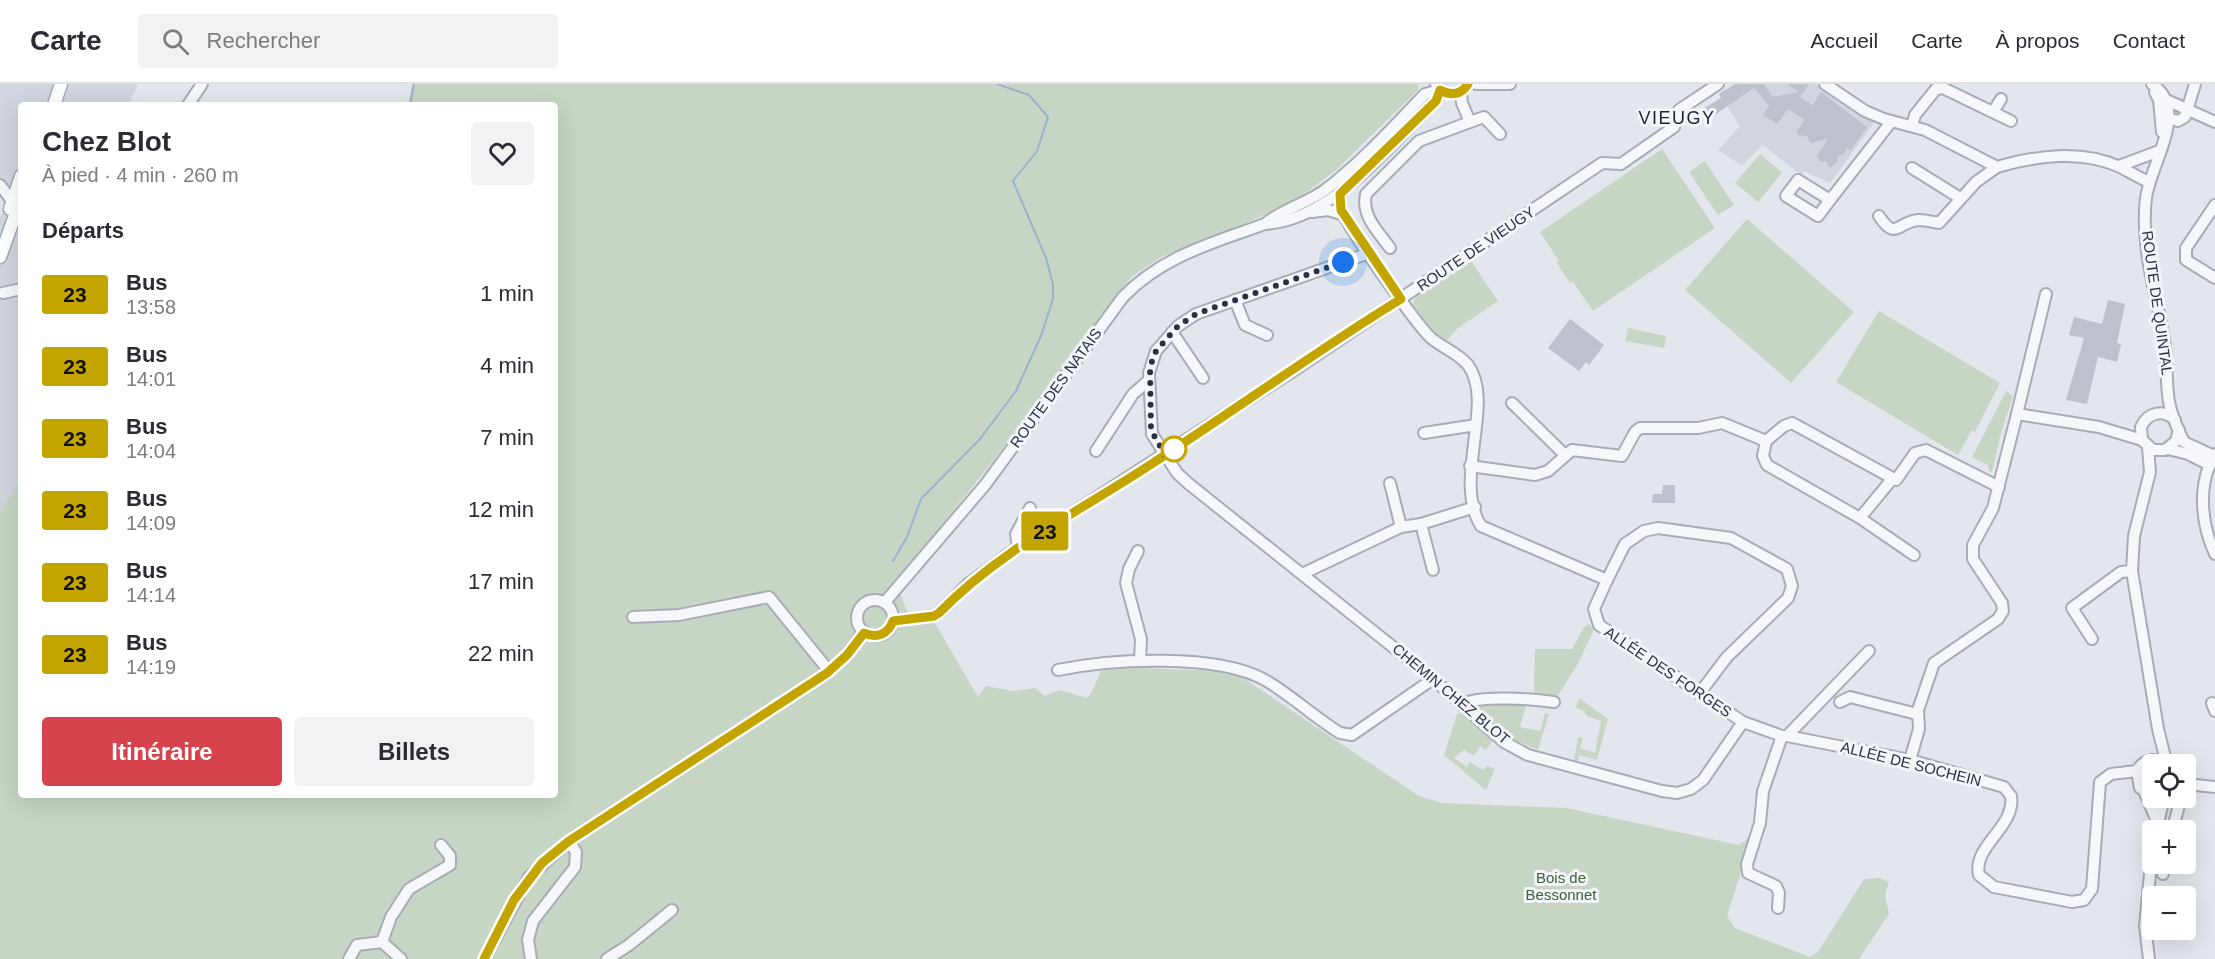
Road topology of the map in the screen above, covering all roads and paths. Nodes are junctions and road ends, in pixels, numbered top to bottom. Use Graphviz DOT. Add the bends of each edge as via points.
graph roads {
  1 [pos="52,84"];
  2 [pos="61,84"];
  3 [pos="202,84"];
  4 [pos="1476,84"];
  5 [pos="1510,84"];
  6 [pos="1718,84"];
  7 [pos="1825,84"];
  8 [pos="2151,84"];
  9 [pos="2195,84"];
  10 [pos="1438,87"];
  11 [pos="1465,88"];
  12 [pos="2001,99"];
  13 [pos="2163,99"];
  14 [pos="46,102"];
  15 [pos="55,102"];
  16 [pos="190,102"];
  17 [pos="2188,111"];
  18 [pos="1993,112"];
  19 [pos="2167,118"];
  20 [pos="2011,121"];
  21 [pos="1470,122"];
  22 [pos="1892,122"];
  23 [pos="2215,122"];
  24 [pos="1912,126"];
  25 [pos="1500,134"];
  26 [pos="2160,147"];
  27 [pos="1997,166"];
  28 [pos="2119,166"];
  29 [pos="1353,168"];
  30 [pos="1912,168"];
  31 [pos="18,181"];
  32 [pos="2149,182"];
  33 [pos="0,185"];
  34 [pos="1340,194"];
  35 [pos="1960,198"];
  36 [pos="17,200"];
  37 [pos="1830,200"];
  38 [pos="2215,205"];
  39 [pos="1303,214"];
  40 [pos="1344,215"];
  41 [pos="1879,216"];
  42 [pos="1265,224"];
  43 [pos="0,233"];
  44 [pos="1390,248"];
  45 [pos="1369,253"];
  46 [pos="0,257"];
  47 [pos="2215,278"];
  48 [pos="18,290"];
  49 [pos="3,293"];
  50 [pos="2046,294"];
  51 [pos="1401,299"];
  52 [pos="1235,300"];
  53 [pos="1172,332"];
  54 [pos="1267,335"];
  55 [pos="1203,378"];
  56 [pos="1149,380"];
  57 [pos="2168,395"];
  58 [pos="1512,403"];
  59 [pos="2156,413"];
  60 [pos="2017,414"];
  61 [pos="2143,423"];
  62 [pos="1476,425"];
  63 [pos="2177,425"];
  64 [pos="2099,427"];
  65 [pos="1424,433"];
  66 [pos="1766,441"];
  67 [pos="2145,443"];
  68 [pos="2167,450"];
  69 [pos="1096,451"];
  70 [pos="1565,454"];
  71 [pos="1165,455"];
  72 [pos="2213,458"];
  73 [pos="1470,466"];
  74 [pos="2150,472"];
  75 [pos="1893,478"];
  76 [pos="1390,483"];
  77 [pos="1998,488"];
  78 [pos="1475,507"];
  79 [pos="1030,508"];
  80 [pos="1860,518"];
  81 [pos="1421,524"];
  82 [pos="1401,527"];
  83 [pos="1018,548"];
  84 [pos="1138,551"];
  85 [pos="2215,554"];
  86 [pos="1914,555"];
  87 [pos="1433,570"];
  88 [pos="2132,571"];
  89 [pos="1304,573"];
  90 [pos="1607,580"];
  91 [pos="885,602"];
  92 [pos="633,617"];
  93 [pos="893,621"];
  94 [pos="864,633"];
  95 [pos="2092,639"];
  96 [pos="1869,651"];
  97 [pos="1140,660"];
  98 [pos="1058,670"];
  99 [pos="829,671"];
  100 [pos="1434,679"];
  101 [pos="1699,694"];
  102 [pos="1554,702"];
  103 [pos="1839,702"];
  104 [pos="1463,704"];
  105 [pos="1917,714"];
  106 [pos="1743,722"];
  107 [pos="2158,729"];
  108 [pos="1784,736"];
  109 [pos="2152,754"];
  110 [pos="2164,754"];
  111 [pos="1910,760"];
  112 [pos="2142,766"];
  113 [pos="2137,771"];
  114 [pos="2118,774"];
  115 [pos="2142,784"];
  116 [pos="2196,785"];
  117 [pos="2215,787"];
  118 [pos="2142,788"];
  119 [pos="569,841"];
  120 [pos="441,845"];
  121 [pos="2150,874"];
  122 [pos="1778,908"];
  123 [pos="672,910"];
  124 [pos="382,942"];
  125 [pos="349,959"];
  126 [pos="401,959"];
  127 [pos="484,959"];
  128 [pos="533,959"];
  129 [pos="607,959"];
  130 [pos="2149,959"];
  1 -- 14 [label="main road"];
  2 -- 15 [label="main road"];
  3 -- 16 [label="street"];
  4 -- 5 [label="street"];
  6 -- 51 [label="street, ROUTE DE VIEUGY" via="1678,110 1674,127 1621,164 1602,162"];
  7 -- 22 [label="street" via="1865,111"];
  8 -- 13 [label="street"];
  9 -- 17 [label="street"];
  10 -- 11 [label="street" via="1446,93"];
  10 -- 29 [label="street, ROUTE DES NATAIS" via="1425,94"];
  10 -- 34 [label="street, ROUTE DES NATAIS" via="1436,101"];
  11 -- 21 [label="street" via="1462,103"];
  12 -- 18 [label="street"];
  13 -- 17 [label="street"];
  13 -- 19 [label="street"];
  17 -- 19 [label="street" via="2178,121"];
  17 -- 23 [label="street"];
  18 -- 20 [label="street"];
  18 -- 24 [label="street" via="1953,91 1936,88"];
  19 -- 26 [label="street, ROUTE DE QUINTAL"];
  21 -- 25 [label="street" via="1484,117"];
  21 -- 44 [label="street" via="1419,141 1366,194 1367,216"];
  22 -- 24 [label="street"];
  22 -- 37 [label="street"];
  24 -- 27 [label="street"];
  26 -- 28 [label="street"];
  26 -- 32 [label="street, ROUTE DE QUINTAL"];
  27 -- 28 [label="street" via="2065,155"];
  27 -- 35 [label="street"];
  28 -- 32 [label="street"];
  29 -- 34 [label="street"];
  29 -- 42 [label="street, ROUTE DES NATAIS" via="1323,191"];
  30 -- 35 [label="street"];
  31 -- 33 [label="street"];
  32 -- 57 [label="street, ROUTE DE QUINTAL" via="2145,207 2147,246 2164,341"];
  33 -- 36 [label="street"];
  34 -- 39 [label="street, ROUTE DES NATAIS"];
  34 -- 40 [label="street"];
  35 -- 41 [label="street" via="1939,223 1918,220 1893,230"];
  36 -- 43 [label="main road"];
  36 -- 46 [label="main road"];
  38 -- 47 [label="street" via="2186,248 2186,260"];
  39 -- 40 [label="street" via="1328,210"];
  39 -- 42 [label="street, ROUTE DES NATAIS" via="1277,224"];
  40 -- 45 [label="street"];
  42 -- 91 [label="street, ROUTE DES NATAIS" via="1191,251 1140,279 985,485"];
  45 -- 51 [label="street"];
  45 -- 52 [label="street"];
  48 -- 49 [label="street"];
  50 -- 60 [label="street"];
  51 -- 62 [label="street" via="1431,338 1461,357 1473,373 1478,390"];
  51 -- 71 [label="street, ROUTE DE VIEUGY"];
  52 -- 53 [label="street" via="1196,314"];
  52 -- 54 [label="street" via="1245,325"];
  53 -- 55 [label="street"];
  53 -- 56 [label="street" via="1151,362"];
  56 -- 69 [label="street" via="1133,394"];
  56 -- 71 [label="street, CHEMIN CHEZ BLOT" via="1151,430"];
  57 -- 59 [label="street, ROUTE DE QUINTAL"];
  57 -- 63 [label="street, ROUTE DE QUINTAL"];
  58 -- 70 [label="street"];
  59 -- 61 [label="street"];
  59 -- 63 [label="street" via="2166,414"];
  60 -- 64 [label="street"];
  60 -- 77 [label="street"];
  61 -- 64 [label="street"];
  61 -- 67 [label="street"];
  62 -- 65 [label="street"];
  62 -- 73 [label="street"];
  63 -- 68 [label="street" via="2176,441"];
  63 -- 72 [label="street" via="2184,442"];
  64 -- 67 [label="street"];
  66 -- 70 [label="street" via="1722,423 1698,428 1644,428 1635,432 1622,456 1576,450"];
  66 -- 75 [label="street" via="1784,426 1796,424"];
  66 -- 80 [label="street" via="1763,456 1767,465"];
  67 -- 68 [label="street"];
  67 -- 74 [label="street"];
  68 -- 72 [label="street"];
  68 -- 74 [label="street"];
  70 -- 73 [label="street" via="1548,471 1535,475"];
  71 -- 83 [label="street, ROUTE DE VIEUGY"];
  71 -- 89 [label="street, CHEMIN CHEZ BLOT" via="1189,484"];
  72 -- 85 [label="street" via="2203,516"];
  73 -- 78 [label="street"];
  74 -- 88 [label="street" via="2134,536"];
  75 -- 77 [label="street" via="1896,480 1915,453 1926,450"];
  75 -- 80 [label="street"];
  76 -- 82 [label="street"];
  77 -- 105 [label="street" via="1993,508 1972,550 1973,559 2002,603 2003,611 1998,619 1935,661"];
  78 -- 81 [label="street"];
  78 -- 90 [label="street" via="1479,522 1488,531"];
  79 -- 83 [label="street" via="1016,534"];
  80 -- 86 [label="street"];
  81 -- 82 [label="street"];
  81 -- 87 [label="street"];
  82 -- 89 [label="street"];
  83 -- 93 [label="street, ROUTE DE VIEUGY" via="968,584 934,616"];
  84 -- 97 [label="street" via="1126,583 1141,639"];
  88 -- 95 [label="street" via="2121,572 2072,608"];
  88 -- 107 [label="street"];
  89 -- 100 [label="street, CHEMIN CHEZ BLOT"];
  90 -- 101 [label="street, ALLÉE DES FORGES" via="1594,609 1599,625"];
  90 -- 101 [label="street, ALLÉE DES FORGES" via="1625,544 1644,531 1658,528 1731,538 1787,569 1792,586 1788,598 1727,657"];
  91 -- 93 [label="street"];
  91 -- 94 [label="street" via="871,600 859,608 857,621"];
  92 -- 99 [label="street" via="689,614 769,597"];
  93 -- 94 [label="street, ROUTE DE VIEUGY" via="881,635"];
  94 -- 99 [label="street"];
  96 -- 108 [label="street"];
  97 -- 98 [label="street" via="1096,662"];
  97 -- 100 [label="street" via="1236,668 1266,680 1340,733 1352,735"];
  99 -- 119 [label="street"];
  100 -- 104 [label="street, CHEMIN CHEZ BLOT"];
  101 -- 106 [label="street, ALLÉE DES FORGES"];
  102 -- 104 [label="street" via="1530,698 1474,699"];
  103 -- 105 [label="street" via="1850,697 1877,699"];
  104 -- 106 [label="street, CHEMIN CHEZ BLOT" via="1504,742 1528,755 1670,792 1691,789 1703,780"];
  105 -- 111 [label="street" via="1919,729"];
  106 -- 108 [label="street"];
  107 -- 109 [label="street"];
  107 -- 110 [label="street"];
  108 -- 111 [label="street, ALLÉE DE SOCHEIN"];
  108 -- 122 [label="street" via="1763,791 1760,823 1747,864 1748,873 1776,886"];
  111 -- 114 [label="street, ALLÉE DE SOCHEIN" via="2004,787 2009,792 2011,813 1979,863 1979,875 1986,884 2072,902 2084,900 2092,888 2098,786 2106,777"];
  112 -- 113 [label="street"];
  113 -- 114 [label="street"];
  113 -- 115 [label="street"];
  114 -- 118 [label="street"];
  116 -- 117 [label="street"];
  119 -- 127 [label="street" via="529,877"];
  119 -- 128 [label="street" via="576,852 575,867 534,921 530,930"];
  120 -- 124 [label="street" via="450,856 450,865 409,889 391,917"];
  121 -- 130 [label="street" via="2145,926"];
  123 -- 129 [label="street"];
  124 -- 125 [label="street" via="357,945"];
  124 -- 126 [label="street"];
}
• • • • •
• _What this task involves_
Your task is to copy each line from the material above that includes the word "FORGES".

• _Result for this task_
  90 -- 101 [label="street, ALLÉE DES FORGES" via="1594,609 1599,625"];
  90 -- 101 [label="street, ALLÉE DES FORGES" via="1625,544 1644,531 1658,528 1731,538 1787,569 1792,586 1788,598 1727,657"];
  101 -- 106 [label="street, ALLÉE DES FORGES"];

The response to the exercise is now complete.